Pictured people or hands with joints
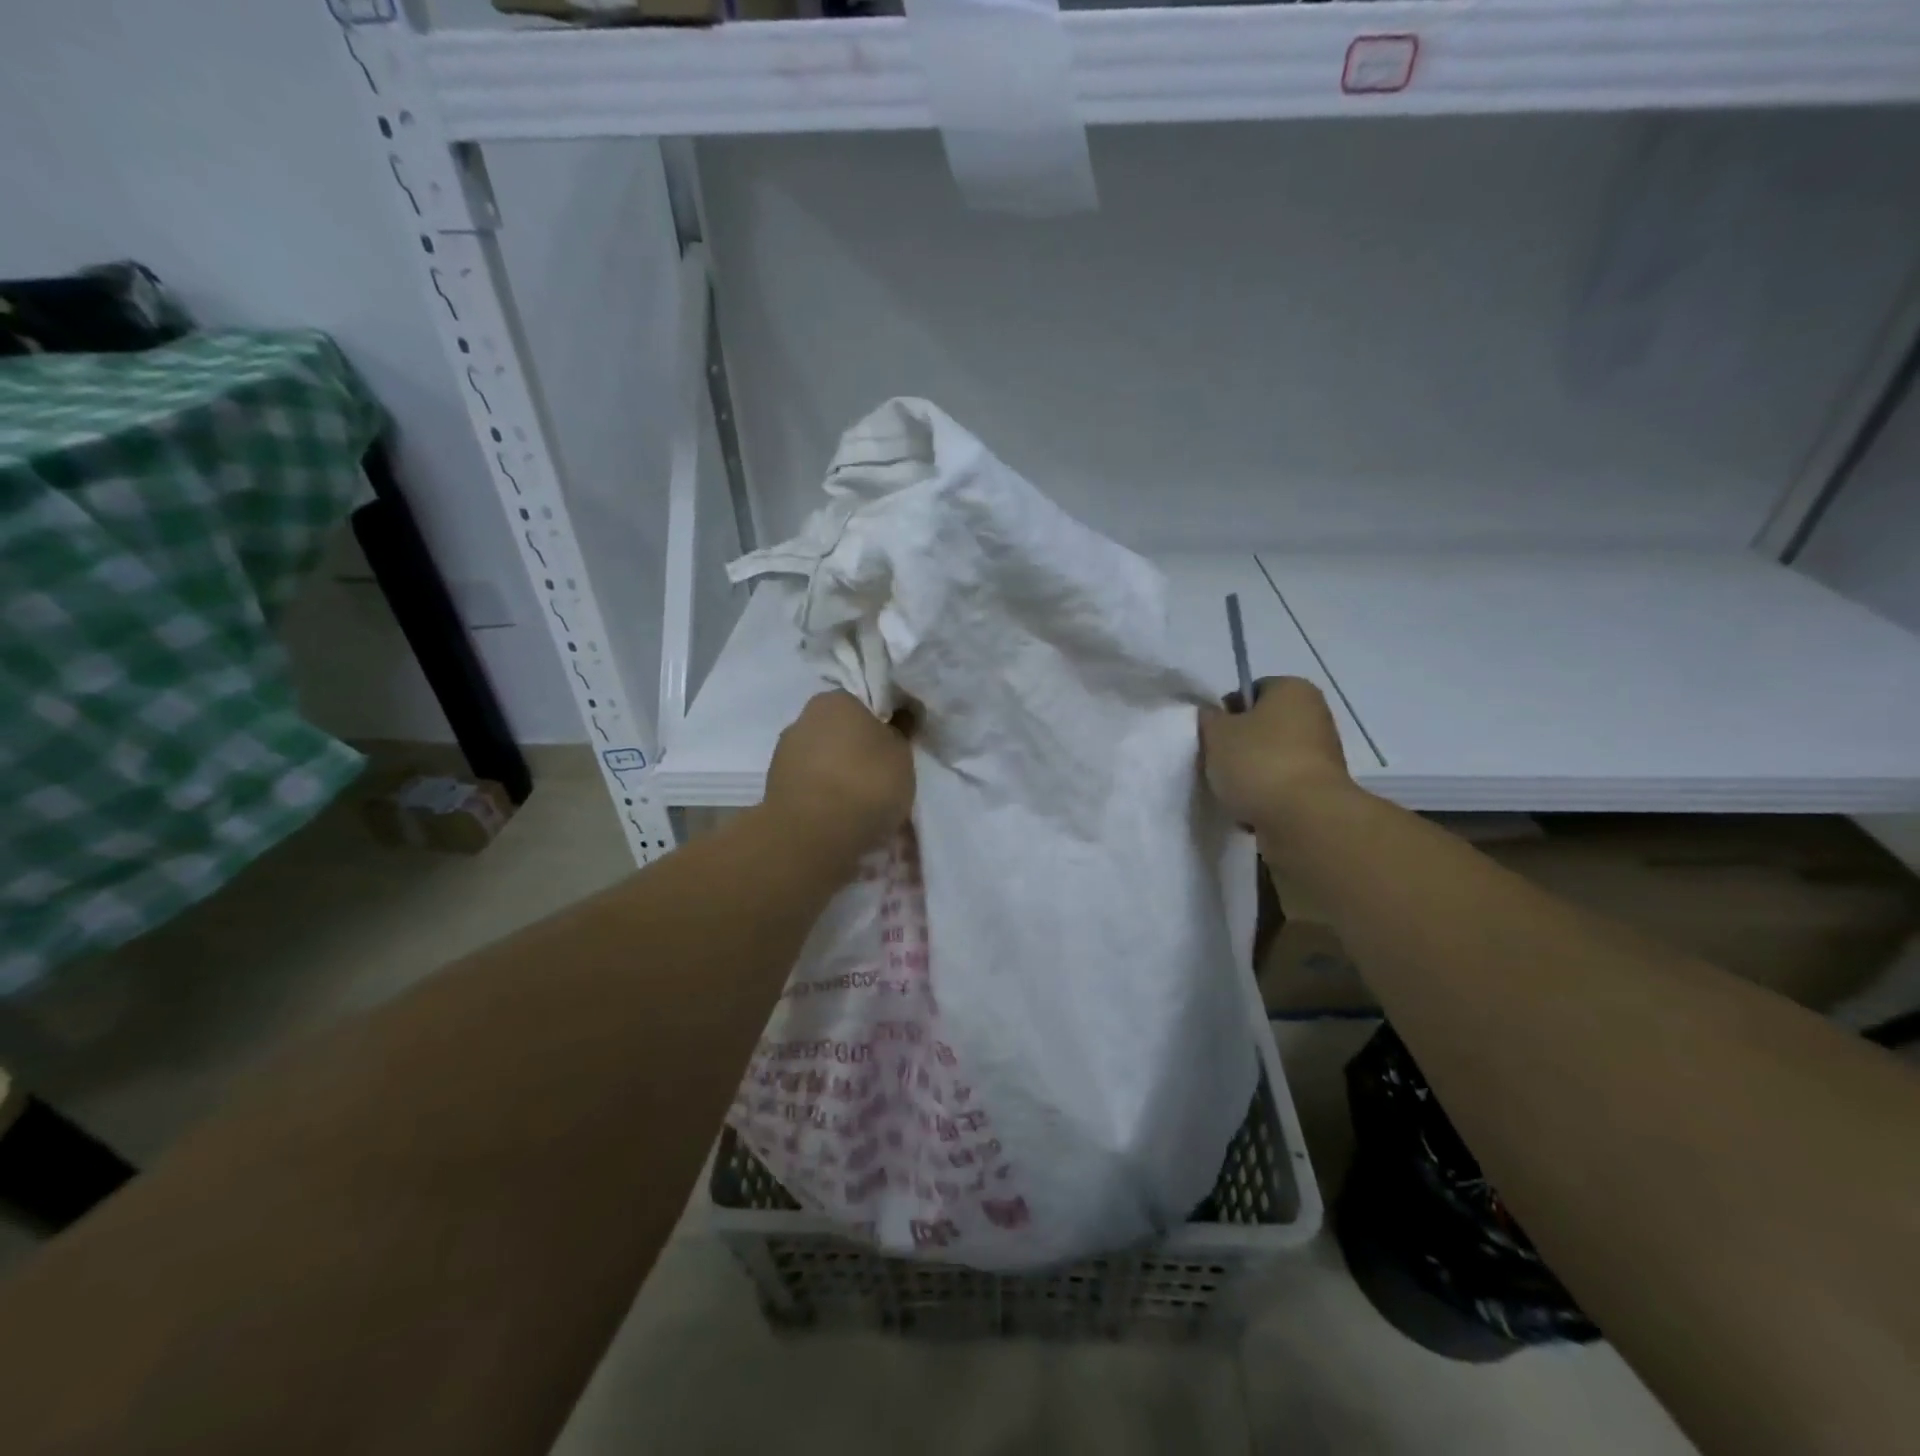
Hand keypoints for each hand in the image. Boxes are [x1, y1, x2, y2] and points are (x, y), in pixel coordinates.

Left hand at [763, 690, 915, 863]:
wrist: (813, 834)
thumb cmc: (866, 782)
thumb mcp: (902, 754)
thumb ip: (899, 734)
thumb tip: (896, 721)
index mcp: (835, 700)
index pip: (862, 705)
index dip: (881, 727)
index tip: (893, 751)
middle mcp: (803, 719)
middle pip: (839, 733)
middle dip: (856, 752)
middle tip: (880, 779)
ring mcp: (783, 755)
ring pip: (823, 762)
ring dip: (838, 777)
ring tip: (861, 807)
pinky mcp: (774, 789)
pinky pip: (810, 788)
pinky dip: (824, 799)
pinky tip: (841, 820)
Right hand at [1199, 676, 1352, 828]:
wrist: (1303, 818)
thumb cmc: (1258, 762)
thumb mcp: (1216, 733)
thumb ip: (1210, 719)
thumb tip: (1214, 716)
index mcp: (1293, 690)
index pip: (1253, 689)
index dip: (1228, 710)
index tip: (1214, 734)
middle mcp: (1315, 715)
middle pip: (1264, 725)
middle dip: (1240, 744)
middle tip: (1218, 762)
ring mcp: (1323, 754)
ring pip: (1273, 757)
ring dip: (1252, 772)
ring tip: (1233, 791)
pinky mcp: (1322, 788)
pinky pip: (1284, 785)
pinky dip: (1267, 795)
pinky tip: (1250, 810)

==

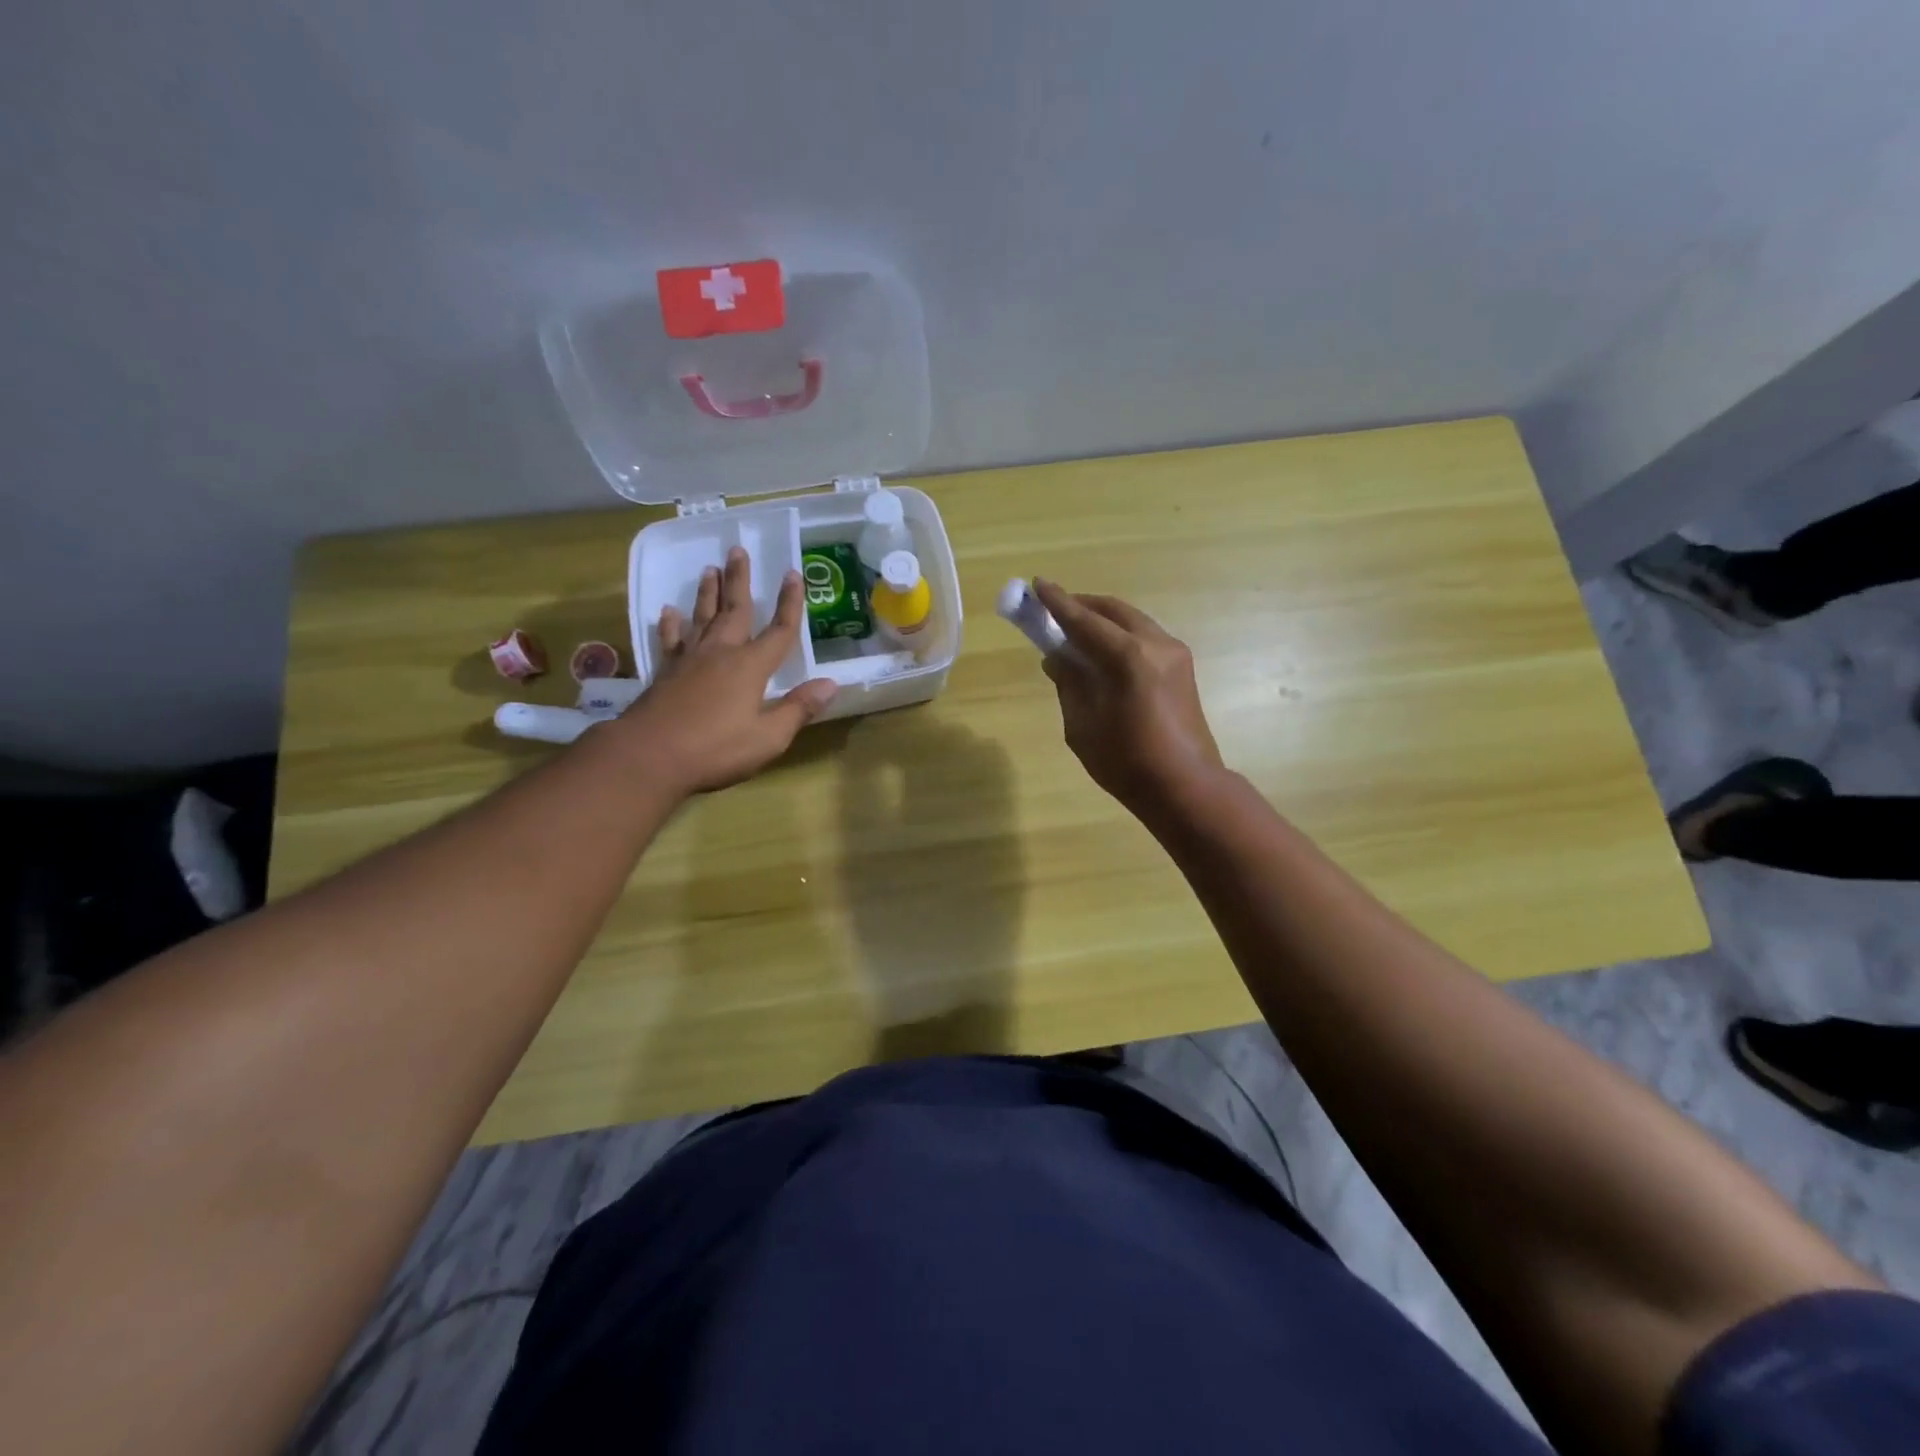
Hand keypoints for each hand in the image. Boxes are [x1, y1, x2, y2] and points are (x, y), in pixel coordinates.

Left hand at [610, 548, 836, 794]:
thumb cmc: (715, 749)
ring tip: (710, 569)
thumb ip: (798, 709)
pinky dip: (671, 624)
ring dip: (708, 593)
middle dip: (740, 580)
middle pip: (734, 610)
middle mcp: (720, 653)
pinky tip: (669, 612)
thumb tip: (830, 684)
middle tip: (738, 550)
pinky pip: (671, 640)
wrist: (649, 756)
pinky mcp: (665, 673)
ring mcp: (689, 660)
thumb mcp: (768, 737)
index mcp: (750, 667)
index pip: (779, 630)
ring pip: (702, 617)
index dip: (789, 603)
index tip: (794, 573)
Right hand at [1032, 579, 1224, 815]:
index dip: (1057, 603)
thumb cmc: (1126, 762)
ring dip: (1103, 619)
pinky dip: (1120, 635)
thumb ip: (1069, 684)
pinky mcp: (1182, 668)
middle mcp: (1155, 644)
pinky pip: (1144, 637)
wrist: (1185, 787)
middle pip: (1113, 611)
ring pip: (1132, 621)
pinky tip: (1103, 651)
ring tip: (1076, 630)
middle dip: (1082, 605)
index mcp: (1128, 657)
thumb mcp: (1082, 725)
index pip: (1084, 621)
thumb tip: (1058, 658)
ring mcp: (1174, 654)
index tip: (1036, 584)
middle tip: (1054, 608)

• _Assignment_
Reproduce, exactly as they stand in the data above, the lines from the one that holds "ring dip: (708, 593)" to the one that holds "index mcp: (750, 667)", inclusive.

• _Problem solution_
ring dip: (708, 593)
middle dip: (740, 580)
middle pip: (734, 610)
middle mcp: (720, 653)
pinky tip: (669, 612)
thumb tip: (830, 684)
middle tip: (738, 550)
pinky pip: (671, 640)
wrist: (649, 756)
pinky mcp: (665, 673)
ring mcp: (689, 660)
thumb mcp: (768, 737)
index mcp: (750, 667)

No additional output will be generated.